#### Directions:
Scan the lines below for "Vieira" and copy the matches.

The input Block Start

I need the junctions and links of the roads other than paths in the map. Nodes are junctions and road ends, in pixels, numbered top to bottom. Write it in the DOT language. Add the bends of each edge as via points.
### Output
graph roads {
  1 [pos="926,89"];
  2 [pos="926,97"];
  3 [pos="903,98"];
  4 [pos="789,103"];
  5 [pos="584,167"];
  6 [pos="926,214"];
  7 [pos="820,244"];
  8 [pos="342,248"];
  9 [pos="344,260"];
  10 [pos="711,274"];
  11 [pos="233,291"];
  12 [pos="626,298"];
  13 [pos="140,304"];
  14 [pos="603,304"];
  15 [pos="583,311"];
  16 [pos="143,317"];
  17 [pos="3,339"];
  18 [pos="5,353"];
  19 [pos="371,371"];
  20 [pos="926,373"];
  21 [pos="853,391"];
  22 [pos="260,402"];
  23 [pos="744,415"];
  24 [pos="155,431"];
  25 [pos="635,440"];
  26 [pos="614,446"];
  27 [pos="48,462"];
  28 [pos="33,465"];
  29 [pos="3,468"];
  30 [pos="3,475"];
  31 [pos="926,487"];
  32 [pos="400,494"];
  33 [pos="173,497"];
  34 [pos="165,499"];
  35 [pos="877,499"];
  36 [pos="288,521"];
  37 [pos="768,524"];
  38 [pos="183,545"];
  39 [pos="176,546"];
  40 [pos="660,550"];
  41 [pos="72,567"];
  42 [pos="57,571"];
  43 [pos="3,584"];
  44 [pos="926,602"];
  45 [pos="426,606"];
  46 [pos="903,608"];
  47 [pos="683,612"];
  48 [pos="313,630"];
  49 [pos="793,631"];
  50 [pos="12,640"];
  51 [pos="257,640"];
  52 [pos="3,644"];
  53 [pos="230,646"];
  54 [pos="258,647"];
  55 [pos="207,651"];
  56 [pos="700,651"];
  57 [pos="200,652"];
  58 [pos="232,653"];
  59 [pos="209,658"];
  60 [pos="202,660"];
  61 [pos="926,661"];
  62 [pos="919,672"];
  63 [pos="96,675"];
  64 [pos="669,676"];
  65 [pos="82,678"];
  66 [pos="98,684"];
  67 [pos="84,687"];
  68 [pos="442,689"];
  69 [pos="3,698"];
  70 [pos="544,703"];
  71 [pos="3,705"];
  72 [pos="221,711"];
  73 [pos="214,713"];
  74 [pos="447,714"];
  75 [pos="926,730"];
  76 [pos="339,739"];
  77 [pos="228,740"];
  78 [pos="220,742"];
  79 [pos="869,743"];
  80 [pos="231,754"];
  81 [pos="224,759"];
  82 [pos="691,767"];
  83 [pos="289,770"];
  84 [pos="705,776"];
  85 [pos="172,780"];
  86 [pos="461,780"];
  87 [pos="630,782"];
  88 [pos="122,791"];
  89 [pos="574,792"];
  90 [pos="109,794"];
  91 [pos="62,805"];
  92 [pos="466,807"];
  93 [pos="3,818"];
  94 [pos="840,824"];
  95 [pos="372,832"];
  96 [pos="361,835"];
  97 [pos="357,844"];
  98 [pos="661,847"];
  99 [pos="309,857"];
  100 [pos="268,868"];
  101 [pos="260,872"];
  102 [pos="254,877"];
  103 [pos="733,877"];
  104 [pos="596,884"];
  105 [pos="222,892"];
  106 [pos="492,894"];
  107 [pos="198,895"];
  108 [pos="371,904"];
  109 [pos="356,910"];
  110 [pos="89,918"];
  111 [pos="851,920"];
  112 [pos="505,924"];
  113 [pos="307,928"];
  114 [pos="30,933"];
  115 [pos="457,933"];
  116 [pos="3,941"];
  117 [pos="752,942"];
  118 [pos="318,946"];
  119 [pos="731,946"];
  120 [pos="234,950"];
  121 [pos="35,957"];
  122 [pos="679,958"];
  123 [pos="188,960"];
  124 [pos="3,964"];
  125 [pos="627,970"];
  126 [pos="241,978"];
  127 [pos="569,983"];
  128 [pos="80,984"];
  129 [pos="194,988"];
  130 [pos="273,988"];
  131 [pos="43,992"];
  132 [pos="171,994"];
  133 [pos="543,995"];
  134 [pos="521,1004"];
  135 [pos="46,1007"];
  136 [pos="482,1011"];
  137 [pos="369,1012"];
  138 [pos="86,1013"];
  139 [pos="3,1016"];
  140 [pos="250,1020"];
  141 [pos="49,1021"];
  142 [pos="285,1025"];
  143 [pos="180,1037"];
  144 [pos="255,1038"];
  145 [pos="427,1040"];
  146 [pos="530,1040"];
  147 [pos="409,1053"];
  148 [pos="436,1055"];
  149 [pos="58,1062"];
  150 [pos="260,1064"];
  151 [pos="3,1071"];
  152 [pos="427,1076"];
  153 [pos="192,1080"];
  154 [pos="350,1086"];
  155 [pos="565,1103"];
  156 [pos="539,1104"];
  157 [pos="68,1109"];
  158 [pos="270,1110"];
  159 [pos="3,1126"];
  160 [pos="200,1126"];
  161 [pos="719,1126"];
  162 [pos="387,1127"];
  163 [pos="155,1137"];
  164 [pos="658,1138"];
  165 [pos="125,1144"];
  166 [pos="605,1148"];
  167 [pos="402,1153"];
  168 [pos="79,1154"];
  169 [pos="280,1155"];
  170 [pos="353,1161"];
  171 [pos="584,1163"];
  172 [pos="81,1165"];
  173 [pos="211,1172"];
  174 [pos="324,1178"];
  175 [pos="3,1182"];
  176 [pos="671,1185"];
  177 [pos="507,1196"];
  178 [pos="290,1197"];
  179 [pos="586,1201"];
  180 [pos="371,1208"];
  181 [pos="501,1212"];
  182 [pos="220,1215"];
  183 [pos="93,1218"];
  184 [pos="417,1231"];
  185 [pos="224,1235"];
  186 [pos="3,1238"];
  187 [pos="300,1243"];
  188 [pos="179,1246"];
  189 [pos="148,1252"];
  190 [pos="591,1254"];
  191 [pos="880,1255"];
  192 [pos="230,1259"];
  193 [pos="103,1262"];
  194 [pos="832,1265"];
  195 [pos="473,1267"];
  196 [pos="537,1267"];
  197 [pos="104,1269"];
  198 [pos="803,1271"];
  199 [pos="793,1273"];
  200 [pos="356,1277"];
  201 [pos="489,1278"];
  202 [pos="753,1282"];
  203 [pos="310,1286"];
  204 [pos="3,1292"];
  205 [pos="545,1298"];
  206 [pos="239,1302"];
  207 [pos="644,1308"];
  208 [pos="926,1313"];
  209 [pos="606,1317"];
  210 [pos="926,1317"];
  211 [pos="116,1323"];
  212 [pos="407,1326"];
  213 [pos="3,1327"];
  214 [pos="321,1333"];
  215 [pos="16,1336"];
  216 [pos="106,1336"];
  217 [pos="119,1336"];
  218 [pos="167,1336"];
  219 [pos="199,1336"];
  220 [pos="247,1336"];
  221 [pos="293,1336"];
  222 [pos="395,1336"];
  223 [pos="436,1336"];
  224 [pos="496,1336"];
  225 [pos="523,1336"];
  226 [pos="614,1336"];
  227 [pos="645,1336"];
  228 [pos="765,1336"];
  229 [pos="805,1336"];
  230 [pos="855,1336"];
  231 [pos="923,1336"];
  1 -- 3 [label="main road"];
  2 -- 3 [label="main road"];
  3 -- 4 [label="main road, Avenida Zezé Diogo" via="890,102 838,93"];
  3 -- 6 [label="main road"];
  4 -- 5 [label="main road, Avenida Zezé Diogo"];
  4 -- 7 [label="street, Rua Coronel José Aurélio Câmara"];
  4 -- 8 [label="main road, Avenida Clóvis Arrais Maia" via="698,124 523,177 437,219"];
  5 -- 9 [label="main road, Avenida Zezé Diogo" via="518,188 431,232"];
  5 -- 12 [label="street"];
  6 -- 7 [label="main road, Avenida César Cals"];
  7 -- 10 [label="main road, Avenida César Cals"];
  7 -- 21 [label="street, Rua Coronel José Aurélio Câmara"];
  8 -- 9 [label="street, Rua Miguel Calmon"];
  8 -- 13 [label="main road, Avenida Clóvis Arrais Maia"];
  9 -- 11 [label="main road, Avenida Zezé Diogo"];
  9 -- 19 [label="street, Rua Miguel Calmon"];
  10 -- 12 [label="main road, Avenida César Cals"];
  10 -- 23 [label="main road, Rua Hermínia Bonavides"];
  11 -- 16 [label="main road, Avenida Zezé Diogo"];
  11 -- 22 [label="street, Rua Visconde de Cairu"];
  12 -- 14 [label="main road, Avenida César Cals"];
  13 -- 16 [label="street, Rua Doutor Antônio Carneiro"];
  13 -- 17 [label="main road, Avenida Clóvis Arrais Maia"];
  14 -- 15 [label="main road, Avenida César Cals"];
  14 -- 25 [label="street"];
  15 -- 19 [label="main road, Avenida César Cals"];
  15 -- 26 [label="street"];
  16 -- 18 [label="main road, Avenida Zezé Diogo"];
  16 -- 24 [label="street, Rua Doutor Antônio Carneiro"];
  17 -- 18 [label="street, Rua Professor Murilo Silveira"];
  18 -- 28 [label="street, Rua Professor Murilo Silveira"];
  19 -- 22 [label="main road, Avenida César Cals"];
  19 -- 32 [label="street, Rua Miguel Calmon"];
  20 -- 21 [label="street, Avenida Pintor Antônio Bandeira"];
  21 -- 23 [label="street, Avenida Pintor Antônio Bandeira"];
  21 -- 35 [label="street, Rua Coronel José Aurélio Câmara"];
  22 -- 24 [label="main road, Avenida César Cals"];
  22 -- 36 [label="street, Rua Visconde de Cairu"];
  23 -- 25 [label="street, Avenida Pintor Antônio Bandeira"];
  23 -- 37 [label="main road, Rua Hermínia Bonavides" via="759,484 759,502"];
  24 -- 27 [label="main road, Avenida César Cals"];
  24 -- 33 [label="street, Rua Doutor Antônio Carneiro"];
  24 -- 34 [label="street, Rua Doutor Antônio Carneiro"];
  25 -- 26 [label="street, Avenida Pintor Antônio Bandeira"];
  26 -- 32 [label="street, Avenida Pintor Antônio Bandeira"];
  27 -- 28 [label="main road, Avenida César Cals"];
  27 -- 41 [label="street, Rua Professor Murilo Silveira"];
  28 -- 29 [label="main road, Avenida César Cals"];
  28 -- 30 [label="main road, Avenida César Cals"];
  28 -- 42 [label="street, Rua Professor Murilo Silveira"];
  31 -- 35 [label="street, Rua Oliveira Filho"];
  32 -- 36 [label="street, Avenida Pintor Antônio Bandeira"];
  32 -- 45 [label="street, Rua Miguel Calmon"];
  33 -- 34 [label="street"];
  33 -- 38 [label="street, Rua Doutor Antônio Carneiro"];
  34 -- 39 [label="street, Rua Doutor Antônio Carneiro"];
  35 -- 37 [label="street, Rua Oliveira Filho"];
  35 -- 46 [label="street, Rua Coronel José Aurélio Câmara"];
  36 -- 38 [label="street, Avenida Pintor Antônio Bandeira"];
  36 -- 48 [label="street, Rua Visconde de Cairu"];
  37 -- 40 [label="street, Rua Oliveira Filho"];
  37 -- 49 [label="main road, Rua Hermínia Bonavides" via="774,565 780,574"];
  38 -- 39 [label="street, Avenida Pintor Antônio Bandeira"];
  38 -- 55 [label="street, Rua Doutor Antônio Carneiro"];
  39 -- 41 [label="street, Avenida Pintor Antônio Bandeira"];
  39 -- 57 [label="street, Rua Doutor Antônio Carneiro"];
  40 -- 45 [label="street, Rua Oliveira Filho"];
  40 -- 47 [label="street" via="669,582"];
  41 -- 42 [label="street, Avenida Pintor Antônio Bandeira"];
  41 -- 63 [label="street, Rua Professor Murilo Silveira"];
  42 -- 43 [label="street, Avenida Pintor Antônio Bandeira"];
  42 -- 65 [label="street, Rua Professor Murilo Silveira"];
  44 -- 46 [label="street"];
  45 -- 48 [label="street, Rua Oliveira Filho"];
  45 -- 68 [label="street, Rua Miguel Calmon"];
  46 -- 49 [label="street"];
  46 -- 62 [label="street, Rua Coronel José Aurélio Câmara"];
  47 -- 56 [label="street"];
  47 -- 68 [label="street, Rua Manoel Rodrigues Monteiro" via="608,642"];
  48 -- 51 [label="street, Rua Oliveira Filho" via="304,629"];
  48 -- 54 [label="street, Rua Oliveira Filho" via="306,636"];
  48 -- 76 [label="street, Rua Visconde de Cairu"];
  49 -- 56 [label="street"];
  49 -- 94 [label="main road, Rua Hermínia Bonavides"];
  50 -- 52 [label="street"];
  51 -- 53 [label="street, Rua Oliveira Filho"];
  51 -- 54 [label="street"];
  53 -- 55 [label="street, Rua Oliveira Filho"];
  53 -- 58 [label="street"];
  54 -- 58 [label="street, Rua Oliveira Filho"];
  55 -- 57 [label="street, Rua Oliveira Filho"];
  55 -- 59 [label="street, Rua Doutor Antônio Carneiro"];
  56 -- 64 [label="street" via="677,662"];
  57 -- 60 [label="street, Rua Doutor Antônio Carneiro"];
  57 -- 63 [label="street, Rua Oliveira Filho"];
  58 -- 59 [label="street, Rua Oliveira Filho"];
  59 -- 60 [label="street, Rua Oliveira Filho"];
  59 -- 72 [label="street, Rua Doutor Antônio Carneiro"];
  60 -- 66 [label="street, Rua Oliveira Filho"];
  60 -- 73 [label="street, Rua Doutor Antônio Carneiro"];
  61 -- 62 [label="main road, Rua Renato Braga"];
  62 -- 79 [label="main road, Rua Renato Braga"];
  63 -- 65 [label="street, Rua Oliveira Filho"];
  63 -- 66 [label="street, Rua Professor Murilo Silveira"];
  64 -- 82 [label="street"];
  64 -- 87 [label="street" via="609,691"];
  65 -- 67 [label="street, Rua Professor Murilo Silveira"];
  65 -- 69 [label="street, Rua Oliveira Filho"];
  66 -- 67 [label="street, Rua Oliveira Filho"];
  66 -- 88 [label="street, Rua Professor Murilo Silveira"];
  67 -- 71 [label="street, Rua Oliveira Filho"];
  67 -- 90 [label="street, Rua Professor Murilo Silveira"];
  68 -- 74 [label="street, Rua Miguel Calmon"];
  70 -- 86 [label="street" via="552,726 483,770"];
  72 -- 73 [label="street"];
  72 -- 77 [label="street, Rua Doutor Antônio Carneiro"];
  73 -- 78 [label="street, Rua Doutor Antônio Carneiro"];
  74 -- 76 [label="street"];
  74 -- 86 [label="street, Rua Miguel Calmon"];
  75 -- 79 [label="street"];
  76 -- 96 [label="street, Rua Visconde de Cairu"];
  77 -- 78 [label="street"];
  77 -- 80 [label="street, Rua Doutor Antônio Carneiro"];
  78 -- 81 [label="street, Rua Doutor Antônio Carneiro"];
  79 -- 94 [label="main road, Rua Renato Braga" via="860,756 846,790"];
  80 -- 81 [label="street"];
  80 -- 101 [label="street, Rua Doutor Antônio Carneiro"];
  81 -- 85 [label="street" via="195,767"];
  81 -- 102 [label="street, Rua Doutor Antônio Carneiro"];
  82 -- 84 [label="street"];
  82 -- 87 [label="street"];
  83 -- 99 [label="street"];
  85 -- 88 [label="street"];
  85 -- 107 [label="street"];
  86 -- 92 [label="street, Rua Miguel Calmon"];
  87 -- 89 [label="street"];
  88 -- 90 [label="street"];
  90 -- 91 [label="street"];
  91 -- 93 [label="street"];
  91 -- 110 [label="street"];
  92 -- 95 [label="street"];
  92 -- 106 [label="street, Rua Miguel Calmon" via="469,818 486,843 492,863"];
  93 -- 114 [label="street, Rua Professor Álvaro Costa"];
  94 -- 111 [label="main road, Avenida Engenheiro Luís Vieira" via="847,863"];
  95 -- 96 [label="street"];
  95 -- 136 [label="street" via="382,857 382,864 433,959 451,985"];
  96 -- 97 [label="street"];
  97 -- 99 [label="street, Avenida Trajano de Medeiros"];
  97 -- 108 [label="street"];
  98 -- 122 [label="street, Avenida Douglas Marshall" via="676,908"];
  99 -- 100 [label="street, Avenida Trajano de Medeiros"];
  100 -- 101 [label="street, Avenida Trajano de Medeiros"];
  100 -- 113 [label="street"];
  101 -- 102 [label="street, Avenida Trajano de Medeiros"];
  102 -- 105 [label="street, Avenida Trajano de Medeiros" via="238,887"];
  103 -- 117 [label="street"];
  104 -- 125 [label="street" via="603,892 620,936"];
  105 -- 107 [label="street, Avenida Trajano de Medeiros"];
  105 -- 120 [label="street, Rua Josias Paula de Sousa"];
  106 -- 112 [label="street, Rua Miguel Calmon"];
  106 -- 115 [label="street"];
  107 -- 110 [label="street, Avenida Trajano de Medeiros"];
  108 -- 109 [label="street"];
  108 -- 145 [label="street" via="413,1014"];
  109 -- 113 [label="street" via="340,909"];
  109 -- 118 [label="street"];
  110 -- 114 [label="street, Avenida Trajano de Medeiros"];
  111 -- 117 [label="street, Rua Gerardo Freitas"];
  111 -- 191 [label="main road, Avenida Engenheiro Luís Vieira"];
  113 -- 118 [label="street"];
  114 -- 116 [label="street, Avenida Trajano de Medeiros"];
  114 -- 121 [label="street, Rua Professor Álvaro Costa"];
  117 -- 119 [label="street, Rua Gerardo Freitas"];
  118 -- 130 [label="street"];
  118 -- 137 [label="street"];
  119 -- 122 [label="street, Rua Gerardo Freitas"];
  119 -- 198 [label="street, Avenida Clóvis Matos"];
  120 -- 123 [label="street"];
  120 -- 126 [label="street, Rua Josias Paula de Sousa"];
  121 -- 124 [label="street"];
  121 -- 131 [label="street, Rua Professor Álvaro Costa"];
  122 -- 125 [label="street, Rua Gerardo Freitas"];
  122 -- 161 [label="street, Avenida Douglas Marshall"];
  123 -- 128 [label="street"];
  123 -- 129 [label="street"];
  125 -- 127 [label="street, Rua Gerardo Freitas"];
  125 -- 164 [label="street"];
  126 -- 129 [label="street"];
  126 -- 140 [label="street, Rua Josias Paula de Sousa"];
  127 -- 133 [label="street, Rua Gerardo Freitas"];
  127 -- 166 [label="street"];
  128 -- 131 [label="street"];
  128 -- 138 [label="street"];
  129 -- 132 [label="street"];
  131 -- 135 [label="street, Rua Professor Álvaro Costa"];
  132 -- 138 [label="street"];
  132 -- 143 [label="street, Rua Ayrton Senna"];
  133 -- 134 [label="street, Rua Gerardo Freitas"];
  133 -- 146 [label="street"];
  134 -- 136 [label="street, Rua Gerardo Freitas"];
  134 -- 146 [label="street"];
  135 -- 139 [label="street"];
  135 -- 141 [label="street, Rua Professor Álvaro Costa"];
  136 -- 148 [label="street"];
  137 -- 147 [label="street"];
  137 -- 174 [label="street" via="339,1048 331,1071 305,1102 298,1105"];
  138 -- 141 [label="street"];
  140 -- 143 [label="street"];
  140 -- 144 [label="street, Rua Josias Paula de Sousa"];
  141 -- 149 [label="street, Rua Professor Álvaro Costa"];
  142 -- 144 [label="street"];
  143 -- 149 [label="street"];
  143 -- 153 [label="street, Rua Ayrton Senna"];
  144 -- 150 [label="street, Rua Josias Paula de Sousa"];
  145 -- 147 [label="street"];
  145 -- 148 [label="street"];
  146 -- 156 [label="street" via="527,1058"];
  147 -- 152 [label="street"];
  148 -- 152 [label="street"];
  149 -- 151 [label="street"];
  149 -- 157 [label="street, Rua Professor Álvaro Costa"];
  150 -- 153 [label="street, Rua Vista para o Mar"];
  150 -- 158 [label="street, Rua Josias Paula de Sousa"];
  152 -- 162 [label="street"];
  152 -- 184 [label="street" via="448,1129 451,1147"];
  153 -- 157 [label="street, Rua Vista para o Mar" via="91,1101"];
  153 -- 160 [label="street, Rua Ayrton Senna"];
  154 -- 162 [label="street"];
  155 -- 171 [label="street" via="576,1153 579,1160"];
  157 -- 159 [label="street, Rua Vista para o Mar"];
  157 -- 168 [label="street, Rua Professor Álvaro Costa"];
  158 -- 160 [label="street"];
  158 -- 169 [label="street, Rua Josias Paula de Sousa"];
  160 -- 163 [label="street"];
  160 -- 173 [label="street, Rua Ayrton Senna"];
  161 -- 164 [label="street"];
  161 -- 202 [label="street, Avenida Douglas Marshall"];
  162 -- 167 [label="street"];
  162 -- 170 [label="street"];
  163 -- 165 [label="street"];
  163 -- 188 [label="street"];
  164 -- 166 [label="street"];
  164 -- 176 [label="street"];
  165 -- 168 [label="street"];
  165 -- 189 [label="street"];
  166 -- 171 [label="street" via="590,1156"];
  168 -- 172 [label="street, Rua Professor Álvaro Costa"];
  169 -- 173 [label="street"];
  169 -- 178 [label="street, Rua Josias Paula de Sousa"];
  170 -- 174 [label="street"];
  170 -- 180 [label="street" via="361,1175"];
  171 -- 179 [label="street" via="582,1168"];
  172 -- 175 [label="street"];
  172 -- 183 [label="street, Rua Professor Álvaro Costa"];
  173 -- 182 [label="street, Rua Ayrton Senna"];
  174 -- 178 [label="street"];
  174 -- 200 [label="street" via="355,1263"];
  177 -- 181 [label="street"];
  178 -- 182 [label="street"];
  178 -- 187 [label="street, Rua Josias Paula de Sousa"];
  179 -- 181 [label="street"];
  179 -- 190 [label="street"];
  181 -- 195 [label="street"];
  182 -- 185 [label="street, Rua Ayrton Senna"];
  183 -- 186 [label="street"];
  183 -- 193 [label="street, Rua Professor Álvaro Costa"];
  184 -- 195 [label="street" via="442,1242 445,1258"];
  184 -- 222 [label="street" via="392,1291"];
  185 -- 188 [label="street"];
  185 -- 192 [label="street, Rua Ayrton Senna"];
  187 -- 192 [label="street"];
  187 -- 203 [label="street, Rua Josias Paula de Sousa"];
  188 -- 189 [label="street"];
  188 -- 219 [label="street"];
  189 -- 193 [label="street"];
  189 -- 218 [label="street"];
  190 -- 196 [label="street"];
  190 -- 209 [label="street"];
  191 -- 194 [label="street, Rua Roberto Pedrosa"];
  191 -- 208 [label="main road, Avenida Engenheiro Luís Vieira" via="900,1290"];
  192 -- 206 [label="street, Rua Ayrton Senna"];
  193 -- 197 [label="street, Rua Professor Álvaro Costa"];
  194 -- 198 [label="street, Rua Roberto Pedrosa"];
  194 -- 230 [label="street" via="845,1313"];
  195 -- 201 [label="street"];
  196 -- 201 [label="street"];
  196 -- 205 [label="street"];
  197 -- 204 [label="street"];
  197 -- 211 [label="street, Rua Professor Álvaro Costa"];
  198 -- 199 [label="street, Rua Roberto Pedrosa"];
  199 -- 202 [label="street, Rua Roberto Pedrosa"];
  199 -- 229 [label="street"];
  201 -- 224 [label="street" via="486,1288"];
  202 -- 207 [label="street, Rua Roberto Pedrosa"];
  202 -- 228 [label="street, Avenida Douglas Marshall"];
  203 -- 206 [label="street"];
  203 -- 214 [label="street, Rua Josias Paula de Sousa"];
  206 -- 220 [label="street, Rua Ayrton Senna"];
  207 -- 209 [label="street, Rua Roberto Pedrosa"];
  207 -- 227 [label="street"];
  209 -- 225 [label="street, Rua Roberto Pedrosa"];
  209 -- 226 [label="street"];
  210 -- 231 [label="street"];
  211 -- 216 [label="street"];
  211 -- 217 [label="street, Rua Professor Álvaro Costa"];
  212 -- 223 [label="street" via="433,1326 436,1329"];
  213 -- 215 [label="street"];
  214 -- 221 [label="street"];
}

The input Block End

#### Response to this exercise:
  94 -- 111 [label="main road, Avenida Engenheiro Luís Vieira" via="847,863"];
  111 -- 191 [label="main road, Avenida Engenheiro Luís Vieira"];
  191 -- 208 [label="main road, Avenida Engenheiro Luís Vieira" via="900,1290"];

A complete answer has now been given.